AIM OF THE EXERCISE
In the records below, find each line that holds "than" and return it.

+ + +

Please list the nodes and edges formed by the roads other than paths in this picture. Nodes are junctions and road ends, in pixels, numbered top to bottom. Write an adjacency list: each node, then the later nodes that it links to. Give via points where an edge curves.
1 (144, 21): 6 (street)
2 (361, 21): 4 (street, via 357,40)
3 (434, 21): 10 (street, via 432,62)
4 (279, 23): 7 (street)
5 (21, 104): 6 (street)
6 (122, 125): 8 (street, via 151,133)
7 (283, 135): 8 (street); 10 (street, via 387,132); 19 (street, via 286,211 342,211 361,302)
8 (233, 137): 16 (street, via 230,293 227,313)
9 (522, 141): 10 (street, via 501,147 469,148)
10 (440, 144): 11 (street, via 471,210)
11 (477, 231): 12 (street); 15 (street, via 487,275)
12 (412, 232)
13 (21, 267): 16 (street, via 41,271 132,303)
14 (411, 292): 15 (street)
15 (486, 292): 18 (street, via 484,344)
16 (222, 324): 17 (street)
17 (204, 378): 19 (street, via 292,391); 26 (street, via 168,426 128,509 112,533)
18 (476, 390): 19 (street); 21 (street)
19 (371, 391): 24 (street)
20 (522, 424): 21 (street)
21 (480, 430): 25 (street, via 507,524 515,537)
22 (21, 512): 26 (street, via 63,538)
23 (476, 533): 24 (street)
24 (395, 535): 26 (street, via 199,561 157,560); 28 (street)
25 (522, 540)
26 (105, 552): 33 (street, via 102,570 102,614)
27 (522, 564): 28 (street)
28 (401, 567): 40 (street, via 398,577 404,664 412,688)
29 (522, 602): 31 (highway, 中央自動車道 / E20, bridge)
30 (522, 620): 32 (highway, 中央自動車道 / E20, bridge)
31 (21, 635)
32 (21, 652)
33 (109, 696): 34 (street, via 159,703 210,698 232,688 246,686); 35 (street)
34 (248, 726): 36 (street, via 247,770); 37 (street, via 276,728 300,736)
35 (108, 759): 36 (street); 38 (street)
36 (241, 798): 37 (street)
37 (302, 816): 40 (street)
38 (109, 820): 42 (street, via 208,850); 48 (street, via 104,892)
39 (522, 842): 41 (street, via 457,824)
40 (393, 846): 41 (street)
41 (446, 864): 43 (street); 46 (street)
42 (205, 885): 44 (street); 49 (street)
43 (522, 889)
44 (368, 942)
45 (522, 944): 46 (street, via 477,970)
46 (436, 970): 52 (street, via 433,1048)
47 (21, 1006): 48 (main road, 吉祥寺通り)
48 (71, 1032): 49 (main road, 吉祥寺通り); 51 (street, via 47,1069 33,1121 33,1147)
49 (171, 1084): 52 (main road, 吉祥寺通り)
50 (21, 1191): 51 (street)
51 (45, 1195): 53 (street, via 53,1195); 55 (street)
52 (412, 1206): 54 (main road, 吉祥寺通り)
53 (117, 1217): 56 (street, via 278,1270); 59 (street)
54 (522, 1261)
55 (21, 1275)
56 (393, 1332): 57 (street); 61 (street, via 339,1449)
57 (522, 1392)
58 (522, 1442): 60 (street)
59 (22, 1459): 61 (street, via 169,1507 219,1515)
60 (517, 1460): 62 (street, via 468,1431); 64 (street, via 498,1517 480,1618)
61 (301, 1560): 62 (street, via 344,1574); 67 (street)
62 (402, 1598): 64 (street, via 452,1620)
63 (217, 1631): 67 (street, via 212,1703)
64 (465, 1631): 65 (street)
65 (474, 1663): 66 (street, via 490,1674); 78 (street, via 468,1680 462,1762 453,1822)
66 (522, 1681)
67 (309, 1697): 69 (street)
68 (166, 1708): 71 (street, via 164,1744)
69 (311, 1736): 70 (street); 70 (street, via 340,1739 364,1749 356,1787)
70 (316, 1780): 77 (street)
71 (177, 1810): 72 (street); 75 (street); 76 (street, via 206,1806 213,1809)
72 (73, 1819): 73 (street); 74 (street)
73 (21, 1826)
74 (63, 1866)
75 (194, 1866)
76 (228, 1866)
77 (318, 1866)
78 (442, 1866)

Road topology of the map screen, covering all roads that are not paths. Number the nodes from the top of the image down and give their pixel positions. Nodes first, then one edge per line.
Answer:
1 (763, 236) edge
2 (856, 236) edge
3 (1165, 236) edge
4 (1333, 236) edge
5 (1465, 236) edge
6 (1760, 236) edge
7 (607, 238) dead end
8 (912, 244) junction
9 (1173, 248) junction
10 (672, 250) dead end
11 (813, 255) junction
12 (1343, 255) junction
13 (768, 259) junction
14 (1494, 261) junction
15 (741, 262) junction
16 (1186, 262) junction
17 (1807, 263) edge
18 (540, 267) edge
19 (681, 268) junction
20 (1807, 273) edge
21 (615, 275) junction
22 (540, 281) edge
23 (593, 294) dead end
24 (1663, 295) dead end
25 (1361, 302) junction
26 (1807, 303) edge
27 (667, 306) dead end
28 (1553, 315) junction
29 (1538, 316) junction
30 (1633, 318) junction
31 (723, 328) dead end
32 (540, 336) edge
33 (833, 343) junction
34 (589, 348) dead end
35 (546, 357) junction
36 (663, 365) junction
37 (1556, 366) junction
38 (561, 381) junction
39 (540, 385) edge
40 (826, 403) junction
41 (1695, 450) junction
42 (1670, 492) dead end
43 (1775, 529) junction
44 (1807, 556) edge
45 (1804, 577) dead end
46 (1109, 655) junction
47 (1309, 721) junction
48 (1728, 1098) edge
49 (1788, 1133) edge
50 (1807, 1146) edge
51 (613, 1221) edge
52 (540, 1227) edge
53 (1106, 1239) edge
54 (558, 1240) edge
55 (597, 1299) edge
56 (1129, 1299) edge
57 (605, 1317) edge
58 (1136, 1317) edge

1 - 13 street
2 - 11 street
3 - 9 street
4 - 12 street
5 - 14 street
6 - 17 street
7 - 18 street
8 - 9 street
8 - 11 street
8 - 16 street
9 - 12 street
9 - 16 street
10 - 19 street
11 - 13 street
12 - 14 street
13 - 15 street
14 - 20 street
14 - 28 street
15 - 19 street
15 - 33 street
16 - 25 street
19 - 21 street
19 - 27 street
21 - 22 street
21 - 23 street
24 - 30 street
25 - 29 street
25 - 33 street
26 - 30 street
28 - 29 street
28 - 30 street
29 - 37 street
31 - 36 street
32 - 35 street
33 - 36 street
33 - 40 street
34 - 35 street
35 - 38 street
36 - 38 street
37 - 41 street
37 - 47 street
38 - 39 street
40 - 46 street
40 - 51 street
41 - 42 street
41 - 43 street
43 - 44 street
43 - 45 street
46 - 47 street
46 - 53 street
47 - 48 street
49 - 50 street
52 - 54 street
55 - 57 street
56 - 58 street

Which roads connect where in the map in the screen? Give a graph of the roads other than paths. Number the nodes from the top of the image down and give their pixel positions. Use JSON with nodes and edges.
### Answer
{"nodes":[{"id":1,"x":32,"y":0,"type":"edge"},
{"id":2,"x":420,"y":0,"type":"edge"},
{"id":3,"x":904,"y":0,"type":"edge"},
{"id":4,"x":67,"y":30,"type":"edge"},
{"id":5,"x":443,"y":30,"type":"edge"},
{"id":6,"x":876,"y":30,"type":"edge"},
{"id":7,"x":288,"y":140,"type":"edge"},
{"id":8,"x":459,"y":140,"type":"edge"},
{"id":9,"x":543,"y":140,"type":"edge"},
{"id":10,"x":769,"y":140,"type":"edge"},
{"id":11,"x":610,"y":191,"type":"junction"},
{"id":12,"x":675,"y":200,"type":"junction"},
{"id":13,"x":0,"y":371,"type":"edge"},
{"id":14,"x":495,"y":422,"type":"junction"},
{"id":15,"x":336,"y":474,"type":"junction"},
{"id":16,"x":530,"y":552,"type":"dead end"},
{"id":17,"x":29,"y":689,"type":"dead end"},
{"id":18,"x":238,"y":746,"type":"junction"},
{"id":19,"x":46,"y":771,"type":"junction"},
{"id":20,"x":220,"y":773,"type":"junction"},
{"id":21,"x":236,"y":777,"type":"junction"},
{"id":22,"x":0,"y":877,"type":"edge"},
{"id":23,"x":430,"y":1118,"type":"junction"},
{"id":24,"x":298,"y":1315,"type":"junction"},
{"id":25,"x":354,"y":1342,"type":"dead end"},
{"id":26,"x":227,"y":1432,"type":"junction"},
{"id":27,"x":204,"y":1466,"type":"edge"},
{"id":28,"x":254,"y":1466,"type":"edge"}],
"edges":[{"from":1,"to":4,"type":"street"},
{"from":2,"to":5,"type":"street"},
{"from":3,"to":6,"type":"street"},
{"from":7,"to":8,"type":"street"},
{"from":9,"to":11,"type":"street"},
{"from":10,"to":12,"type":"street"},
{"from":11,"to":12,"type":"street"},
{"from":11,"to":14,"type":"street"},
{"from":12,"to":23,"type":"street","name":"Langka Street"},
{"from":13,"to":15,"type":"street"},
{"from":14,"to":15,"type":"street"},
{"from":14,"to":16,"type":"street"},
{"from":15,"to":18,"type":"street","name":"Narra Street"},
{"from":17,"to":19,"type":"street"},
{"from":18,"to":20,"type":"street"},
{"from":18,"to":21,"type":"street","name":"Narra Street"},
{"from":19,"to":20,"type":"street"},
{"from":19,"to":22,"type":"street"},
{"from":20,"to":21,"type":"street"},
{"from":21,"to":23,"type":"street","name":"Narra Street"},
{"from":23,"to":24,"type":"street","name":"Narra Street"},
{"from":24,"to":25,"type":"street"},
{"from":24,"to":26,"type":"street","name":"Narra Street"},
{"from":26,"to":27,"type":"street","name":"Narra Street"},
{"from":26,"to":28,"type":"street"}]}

+ + +

EXERCISE RESPONSE
Please list the nodes and edges formed by the roads other than paths in this picture. Nodes are junctions and road ends, in pixels, numbered top to bottom. Write an adjacency list: each node, then the later nodes that it links to. Give via points where an edge curves.
Which roads connect where in the map in the screen? Give a graph of the roads other than paths. Number the nodes from the top of the image down and give their pixel positions. Use JSON with nodes and edges.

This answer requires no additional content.